(Collected data entries)
______________________________

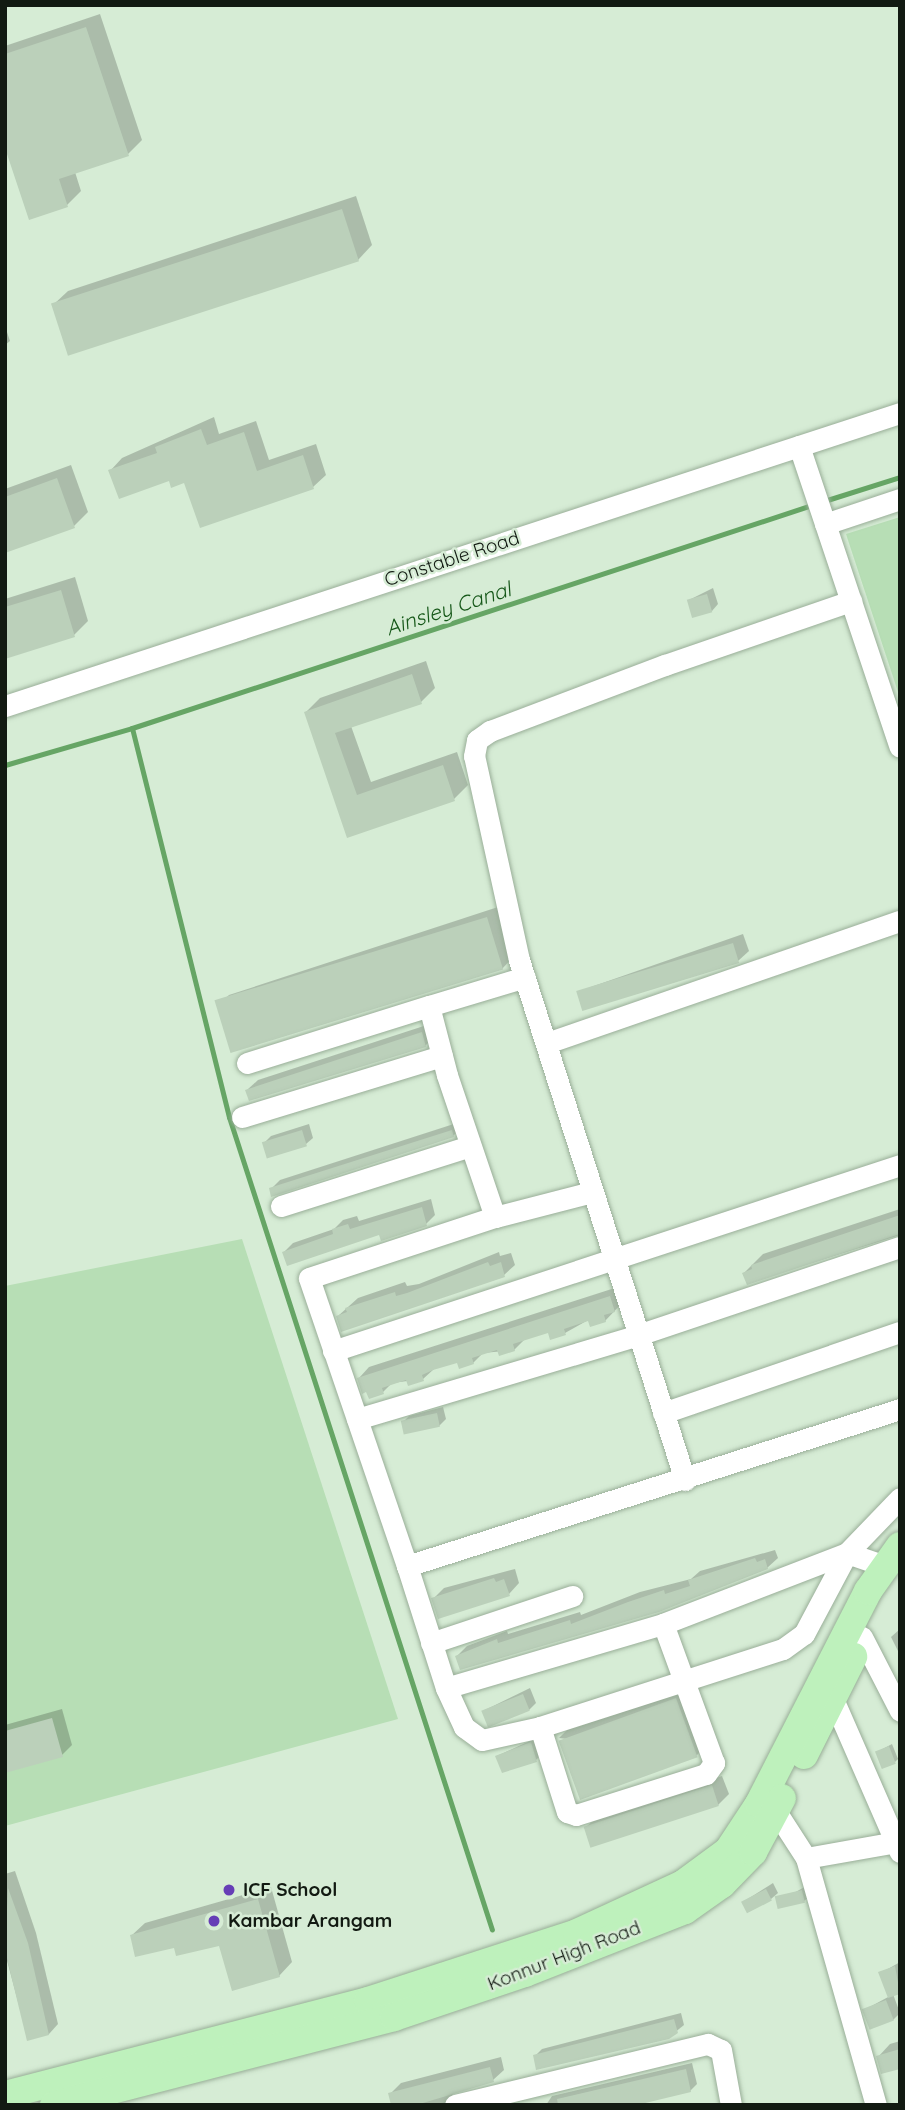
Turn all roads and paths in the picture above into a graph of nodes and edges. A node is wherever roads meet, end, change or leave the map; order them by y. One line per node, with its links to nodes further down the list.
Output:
1 (900, 413): 2 (street, Constable Road)
2 (799, 446): 4 (street); 6 (street, Constable Road)
3 (900, 499): 4 (street)
4 (821, 510): 5 (street)
5 (851, 601): 7 (street); 9 (street)
6 (5, 706)
7 (900, 747)
8 (900, 921): 11 (street)
9 (525, 977): 10 (street); 11 (street)
10 (429, 1006): 12 (street); 13 (street)
11 (547, 1043): 17 (street)
12 (442, 1056): 14 (street); 15 (street)
13 (247, 1063)
14 (242, 1117)
15 (470, 1146): 18 (street); 19 (street)
16 (900, 1165): 21 (street)
17 (592, 1192): 19 (street); 21 (street)
18 (281, 1206)
19 (495, 1217): 24 (street)
20 (900, 1247): 23 (street)
21 (613, 1258): 23 (street); 24 (street)
22 (900, 1332): 26 (street)
23 (638, 1335): 26 (street); 27 (street)
24 (333, 1351): 27 (street)
25 (900, 1409): 28 (street)
26 (663, 1413): 28 (street)
27 (356, 1419): 32 (street)
28 (685, 1480): 32 (street)
29 (900, 1498): 30 (street)
30 (847, 1553): 31 (street); 34 (street); 37 (street)
31 (895, 1563): 35 (main road, Konnur High Road); 45 (main road)
32 (408, 1566): 36 (street)
33 (572, 1596): 36 (street)
34 (663, 1624): 37 (street); 38 (street)
35 (862, 1637): 39 (main road, Konnur High Road); 40 (street)
36 (431, 1643): 38 (street)
37 (683, 1679): 41 (street); 41 (street)
38 (446, 1688): 41 (street)
39 (833, 1699): 42 (main road, Konnur High Road); 43 (street)
40 (900, 1711)
41 (540, 1727)
42 (775, 1810): 44 (street); 47 (main road, Konnur High Road)
43 (898, 1847): 44 (street)
44 (806, 1858): 51 (street)
45 (5, 2095)
46 (514, 2097): 49 (street); 50 (street)
47 (106, 2098): 48 (main road, Konnur High Road)
48 (54, 2105)
49 (455, 2105)
50 (731, 2105)
51 (876, 2105)

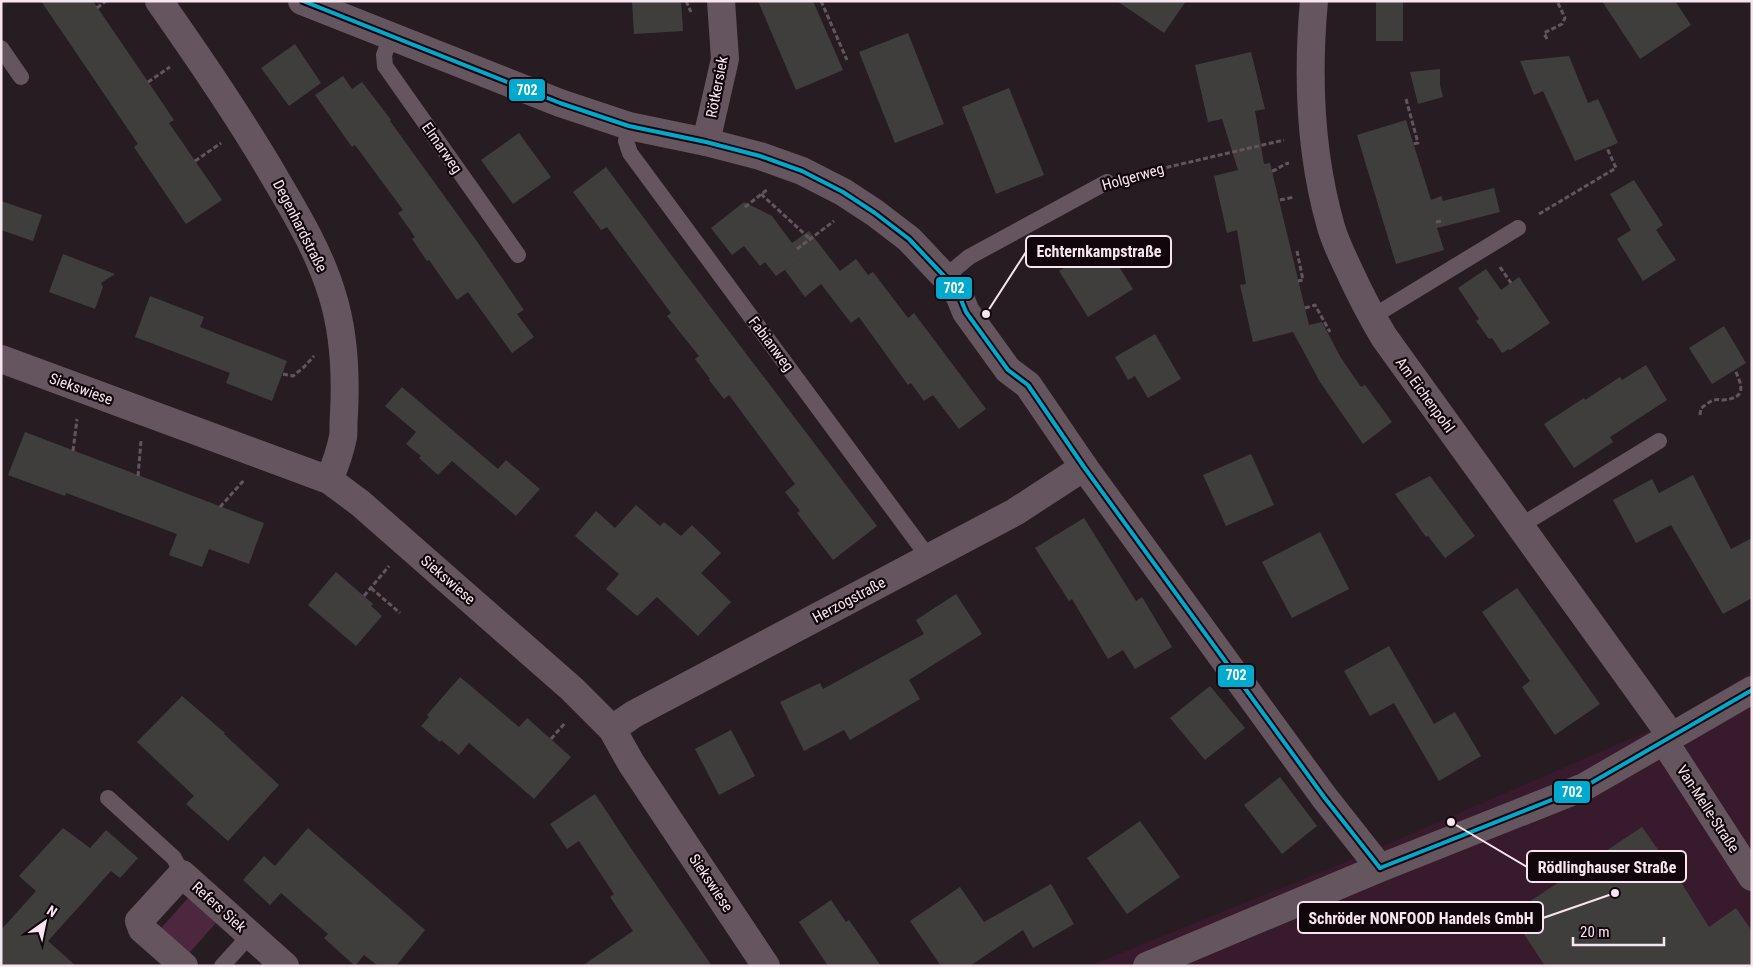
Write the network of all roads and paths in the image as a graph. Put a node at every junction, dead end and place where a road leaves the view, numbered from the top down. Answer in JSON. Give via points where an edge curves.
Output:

______________________________

=== TASK OBJECTIVE ===
The answer must be an exact reproduction of the records, with every picture left out.

=== SOLUTION TO THIS TASK ===
Turn all roads and paths in the picture above into a graph of nodes and edges. A node is wherever roads meet, end, change or leave the map; order them by y. One line per node, with its links to nodes further down the list.
Output:
1 (900, 413): 2 (street, Constable Road)
2 (799, 446): 4 (street); 6 (street, Constable Road)
3 (900, 499): 4 (street)
4 (821, 510): 5 (street)
5 (851, 601): 7 (street); 9 (street)
6 (5, 706)
7 (900, 747)
8 (900, 921): 11 (street)
9 (525, 977): 10 (street); 11 (street)
10 (429, 1006): 12 (street); 13 (street)
11 (547, 1043): 17 (street)
12 (442, 1056): 14 (street); 15 (street)
13 (247, 1063)
14 (242, 1117)
15 (470, 1146): 18 (street); 19 (street)
16 (900, 1165): 21 (street)
17 (592, 1192): 19 (street); 21 (street)
18 (281, 1206)
19 (495, 1217): 24 (street)
20 (900, 1247): 23 (street)
21 (613, 1258): 23 (street); 24 (street)
22 (900, 1332): 26 (street)
23 (638, 1335): 26 (street); 27 (street)
24 (333, 1351): 27 (street)
25 (900, 1409): 28 (street)
26 (663, 1413): 28 (street)
27 (356, 1419): 32 (street)
28 (685, 1480): 32 (street)
29 (900, 1498): 30 (street)
30 (847, 1553): 31 (street); 34 (street); 37 (street)
31 (895, 1563): 35 (main road, Konnur High Road); 45 (main road)
32 (408, 1566): 36 (street)
33 (572, 1596): 36 (street)
34 (663, 1624): 37 (street); 38 (street)
35 (862, 1637): 39 (main road, Konnur High Road); 40 (street)
36 (431, 1643): 38 (street)
37 (683, 1679): 41 (street); 41 (street)
38 (446, 1688): 41 (street)
39 (833, 1699): 42 (main road, Konnur High Road); 43 (street)
40 (900, 1711)
41 (540, 1727)
42 (775, 1810): 44 (street); 47 (main road, Konnur High Road)
43 (898, 1847): 44 (street)
44 (806, 1858): 51 (street)
45 (5, 2095)
46 (514, 2097): 49 (street); 50 (street)
47 (106, 2098): 48 (main road, Konnur High Road)
48 (54, 2105)
49 (455, 2105)
50 (731, 2105)
51 (876, 2105)

Write the network of all roads and paths in the image as a graph. Put a node at every junction, dead end and place where a road leaves the view, numbered from the top down. Answer in JSON. Give via points where an edge curves.
Output:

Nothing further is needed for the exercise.